Day One is conducting a Phase 1b/2 study (FIRELIGHT-1) to evaluate the safety, tolerability, and preliminary efficacy of combining pimasertib with tovorafenib in adolescent and adult patients (≥12 years of age) with recurrent, progressive, or refractory solid tumors with MAPK pathway aberrations.
About Day One Biopharmaceuticals
Day One Biopharmaceuticals is a clinical-stage biopharmaceutical company developing targeted therapies for patients of all ages with life-threatening diseases. Day One was founded to address a critical unmet need: the dire lack of therapeutic development in pediatric cancer. The Company’s name was inspired by the “The Day One Talk” that physicians have with patients and their families about an initial cancer diagnosis and treatment plan. Day One aims to re-envision cancer drug development and redefine what’s possible for all people living with cancer—regardless of age—starting from Day One.
Day One partners with leading clinical oncologists, families, and scientists to identify, acquire, and develop important emerging cancer treatments.
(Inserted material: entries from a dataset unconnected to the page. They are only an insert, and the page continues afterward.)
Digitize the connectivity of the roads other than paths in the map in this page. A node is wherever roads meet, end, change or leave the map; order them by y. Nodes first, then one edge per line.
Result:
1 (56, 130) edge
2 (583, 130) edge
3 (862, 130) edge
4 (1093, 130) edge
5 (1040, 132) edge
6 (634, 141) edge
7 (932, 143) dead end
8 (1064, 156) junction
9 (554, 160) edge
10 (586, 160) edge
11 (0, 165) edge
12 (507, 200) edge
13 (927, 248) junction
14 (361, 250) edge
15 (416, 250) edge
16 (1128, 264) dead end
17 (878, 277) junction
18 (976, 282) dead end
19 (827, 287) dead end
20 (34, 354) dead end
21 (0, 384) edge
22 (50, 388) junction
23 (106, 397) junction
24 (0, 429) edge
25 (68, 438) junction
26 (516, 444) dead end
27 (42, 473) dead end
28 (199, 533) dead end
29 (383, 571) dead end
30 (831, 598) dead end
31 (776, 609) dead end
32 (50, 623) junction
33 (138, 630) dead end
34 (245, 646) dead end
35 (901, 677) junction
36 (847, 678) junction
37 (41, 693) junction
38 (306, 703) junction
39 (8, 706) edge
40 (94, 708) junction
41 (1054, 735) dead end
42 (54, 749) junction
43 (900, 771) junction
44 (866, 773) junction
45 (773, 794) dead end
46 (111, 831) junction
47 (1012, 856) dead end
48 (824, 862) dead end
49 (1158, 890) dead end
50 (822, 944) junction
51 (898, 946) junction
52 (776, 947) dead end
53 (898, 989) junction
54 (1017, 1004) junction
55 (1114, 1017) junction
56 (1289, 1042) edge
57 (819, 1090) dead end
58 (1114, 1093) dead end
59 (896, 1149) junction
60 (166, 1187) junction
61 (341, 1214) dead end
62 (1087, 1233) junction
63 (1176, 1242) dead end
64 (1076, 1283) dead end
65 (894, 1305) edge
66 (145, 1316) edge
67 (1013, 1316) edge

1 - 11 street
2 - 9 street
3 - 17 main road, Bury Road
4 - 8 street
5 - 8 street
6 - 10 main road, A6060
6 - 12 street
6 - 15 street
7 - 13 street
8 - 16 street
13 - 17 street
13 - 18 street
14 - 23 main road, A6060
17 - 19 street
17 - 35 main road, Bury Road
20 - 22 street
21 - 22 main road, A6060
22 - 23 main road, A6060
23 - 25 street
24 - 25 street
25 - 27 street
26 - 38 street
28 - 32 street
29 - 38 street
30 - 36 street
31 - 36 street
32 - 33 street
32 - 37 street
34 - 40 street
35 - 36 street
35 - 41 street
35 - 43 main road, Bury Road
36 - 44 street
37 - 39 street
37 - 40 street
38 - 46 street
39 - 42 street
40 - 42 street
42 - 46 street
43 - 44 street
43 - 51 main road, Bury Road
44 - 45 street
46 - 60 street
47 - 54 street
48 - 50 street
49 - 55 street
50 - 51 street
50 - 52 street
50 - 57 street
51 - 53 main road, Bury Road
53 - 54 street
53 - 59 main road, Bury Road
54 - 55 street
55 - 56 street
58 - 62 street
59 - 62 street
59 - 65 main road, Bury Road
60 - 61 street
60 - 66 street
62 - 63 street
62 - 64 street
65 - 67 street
The Company’s lead product candidate, tovorafenib, is an investigational, oral, brain-penetrant, highly-selective type II pan-RAF kinase inhibitor and the pipeline also includes pimasertib, an investigational, oral, highly-selective small molecule inhibitor of mitogen‐activated protein kinases 1 and 2 (MEK-1/-2). Day One is based in South San Francisco. For more information, please visit www.dayonebio.com or find the company on LinkedIn or Twitter.
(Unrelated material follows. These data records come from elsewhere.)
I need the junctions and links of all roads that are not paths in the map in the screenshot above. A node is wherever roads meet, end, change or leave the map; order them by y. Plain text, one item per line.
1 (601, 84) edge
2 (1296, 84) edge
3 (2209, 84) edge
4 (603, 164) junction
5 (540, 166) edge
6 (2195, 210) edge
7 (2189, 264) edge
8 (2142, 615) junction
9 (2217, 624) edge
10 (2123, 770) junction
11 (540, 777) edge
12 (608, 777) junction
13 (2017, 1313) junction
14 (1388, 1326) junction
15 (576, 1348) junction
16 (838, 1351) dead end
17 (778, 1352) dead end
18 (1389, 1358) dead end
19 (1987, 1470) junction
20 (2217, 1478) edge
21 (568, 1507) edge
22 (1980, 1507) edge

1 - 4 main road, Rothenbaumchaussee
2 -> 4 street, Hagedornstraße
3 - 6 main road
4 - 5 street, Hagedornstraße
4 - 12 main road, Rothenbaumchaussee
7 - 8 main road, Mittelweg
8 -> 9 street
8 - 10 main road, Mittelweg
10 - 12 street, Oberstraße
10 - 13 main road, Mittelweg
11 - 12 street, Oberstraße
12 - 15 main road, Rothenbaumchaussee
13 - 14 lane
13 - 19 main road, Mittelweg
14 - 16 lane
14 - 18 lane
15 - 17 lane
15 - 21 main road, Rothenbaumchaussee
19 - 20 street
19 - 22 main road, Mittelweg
Cautionary Note Regarding Forward-Looking Statements
This press release contains “forward-looking” statements within the meaning of the “safe harbor” provisions of the Private Securities Litigation Reform Act of 1995, including, but not limited to: Day One’s plans to develop cancer therapies, expectations from current clinical trials, the execution of the Phase 2 clinical trial for tovorafenib (DAY101) as designed, any expectations about safety, efficacy, timing and ability to complete clinical trials and to obtain regulatory approvals for tovorafenib and other candidates in development, and the ability of tovorafenib to treat pLGG or related indications.
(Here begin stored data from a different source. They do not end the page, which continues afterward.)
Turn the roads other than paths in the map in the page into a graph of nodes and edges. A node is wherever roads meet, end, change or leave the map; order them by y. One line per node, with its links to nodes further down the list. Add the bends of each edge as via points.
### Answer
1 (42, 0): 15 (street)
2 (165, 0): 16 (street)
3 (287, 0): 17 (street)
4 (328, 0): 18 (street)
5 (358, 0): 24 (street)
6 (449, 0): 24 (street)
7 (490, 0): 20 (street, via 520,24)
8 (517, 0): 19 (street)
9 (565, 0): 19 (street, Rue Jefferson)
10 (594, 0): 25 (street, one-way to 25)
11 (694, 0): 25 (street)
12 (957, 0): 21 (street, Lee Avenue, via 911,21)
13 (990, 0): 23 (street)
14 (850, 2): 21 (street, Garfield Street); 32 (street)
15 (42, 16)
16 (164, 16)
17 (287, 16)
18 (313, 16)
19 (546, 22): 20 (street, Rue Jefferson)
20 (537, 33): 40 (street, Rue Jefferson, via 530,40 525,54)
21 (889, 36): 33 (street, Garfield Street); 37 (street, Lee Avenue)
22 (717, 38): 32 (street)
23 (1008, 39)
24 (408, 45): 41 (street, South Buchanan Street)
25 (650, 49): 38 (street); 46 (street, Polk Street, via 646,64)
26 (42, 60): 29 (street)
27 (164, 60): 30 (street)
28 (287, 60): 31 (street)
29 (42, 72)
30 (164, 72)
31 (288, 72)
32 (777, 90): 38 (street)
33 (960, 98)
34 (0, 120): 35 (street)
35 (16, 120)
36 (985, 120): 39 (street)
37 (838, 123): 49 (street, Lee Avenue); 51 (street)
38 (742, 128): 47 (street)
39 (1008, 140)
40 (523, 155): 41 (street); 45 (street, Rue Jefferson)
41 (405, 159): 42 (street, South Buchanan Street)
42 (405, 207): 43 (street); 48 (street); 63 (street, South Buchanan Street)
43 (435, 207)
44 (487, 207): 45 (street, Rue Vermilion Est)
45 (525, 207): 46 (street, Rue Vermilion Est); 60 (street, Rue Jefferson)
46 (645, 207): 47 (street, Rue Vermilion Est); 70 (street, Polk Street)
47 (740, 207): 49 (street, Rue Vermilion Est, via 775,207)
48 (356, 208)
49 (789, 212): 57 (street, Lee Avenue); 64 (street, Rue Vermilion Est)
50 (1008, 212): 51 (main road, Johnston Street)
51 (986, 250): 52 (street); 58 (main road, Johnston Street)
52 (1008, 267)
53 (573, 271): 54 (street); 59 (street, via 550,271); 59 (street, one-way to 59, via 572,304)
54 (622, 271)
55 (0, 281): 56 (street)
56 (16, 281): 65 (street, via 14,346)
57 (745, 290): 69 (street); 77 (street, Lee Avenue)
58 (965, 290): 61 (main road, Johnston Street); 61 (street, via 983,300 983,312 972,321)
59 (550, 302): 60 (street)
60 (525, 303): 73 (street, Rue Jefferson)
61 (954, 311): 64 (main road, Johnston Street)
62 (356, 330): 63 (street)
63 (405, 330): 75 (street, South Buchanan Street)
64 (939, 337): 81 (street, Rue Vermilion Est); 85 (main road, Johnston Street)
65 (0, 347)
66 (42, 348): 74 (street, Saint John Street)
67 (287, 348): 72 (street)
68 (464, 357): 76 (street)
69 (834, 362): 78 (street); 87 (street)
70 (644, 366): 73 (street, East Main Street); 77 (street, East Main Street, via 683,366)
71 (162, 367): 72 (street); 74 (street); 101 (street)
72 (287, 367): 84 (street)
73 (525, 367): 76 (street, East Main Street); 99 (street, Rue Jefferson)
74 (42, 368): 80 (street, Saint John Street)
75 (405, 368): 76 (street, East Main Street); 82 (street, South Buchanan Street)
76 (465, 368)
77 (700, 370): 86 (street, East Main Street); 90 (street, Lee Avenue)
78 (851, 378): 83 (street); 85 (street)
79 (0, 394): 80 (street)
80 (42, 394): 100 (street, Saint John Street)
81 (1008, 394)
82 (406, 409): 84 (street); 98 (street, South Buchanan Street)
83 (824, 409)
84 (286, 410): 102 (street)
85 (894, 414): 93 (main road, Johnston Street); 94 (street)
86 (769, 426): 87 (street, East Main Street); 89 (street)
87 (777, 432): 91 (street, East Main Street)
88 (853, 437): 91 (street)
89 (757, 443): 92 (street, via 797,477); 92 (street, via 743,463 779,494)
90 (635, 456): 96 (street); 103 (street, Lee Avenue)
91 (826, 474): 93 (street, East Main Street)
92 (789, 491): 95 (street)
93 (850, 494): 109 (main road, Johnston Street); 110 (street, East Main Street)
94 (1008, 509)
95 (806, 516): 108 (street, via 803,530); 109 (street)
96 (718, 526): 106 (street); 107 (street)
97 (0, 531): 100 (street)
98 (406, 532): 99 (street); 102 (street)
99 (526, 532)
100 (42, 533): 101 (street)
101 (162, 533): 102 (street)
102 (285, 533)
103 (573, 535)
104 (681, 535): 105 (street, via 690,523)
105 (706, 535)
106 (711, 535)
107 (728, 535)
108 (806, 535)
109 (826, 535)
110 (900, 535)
Statements including words such as “believe,” “plan,” “continue,” “expect,” “will,” “develop,” “signal,” “potential,” or “ongoing” and statements in the future tense are forward-looking statements. These forward-looking statements involve risks and uncertainties, as well as assumptions, which, if they do not fully materialize or prove incorrect, could cause our results to differ materially from those expressed or implied by such forward-looking statements.
Forward-looking statements are subject to risks and uncertainties that may cause Day One’s actual activities or results to differ significantly from those expressed in any forward-looking statement, including risks and uncertainties in this press release and other risks set forth in our filings with the Securities and Exchange Commission, including Day One’s ability to develop, obtain regulatory approval for or commercialize any product candidate, Day One’s ability to protect intellectual property, the potential impact of the COVID-19 pandemic and the sufficiency of Day One’s cash, cash equivalents and investments to fund its operations. These forward-looking statements speak only as of the date hereof and Day One specifically disclaims any obligation to update these forward-looking statements or reasons why actual results might differ, whether as a result of new information, future events or otherwise, except as required by law.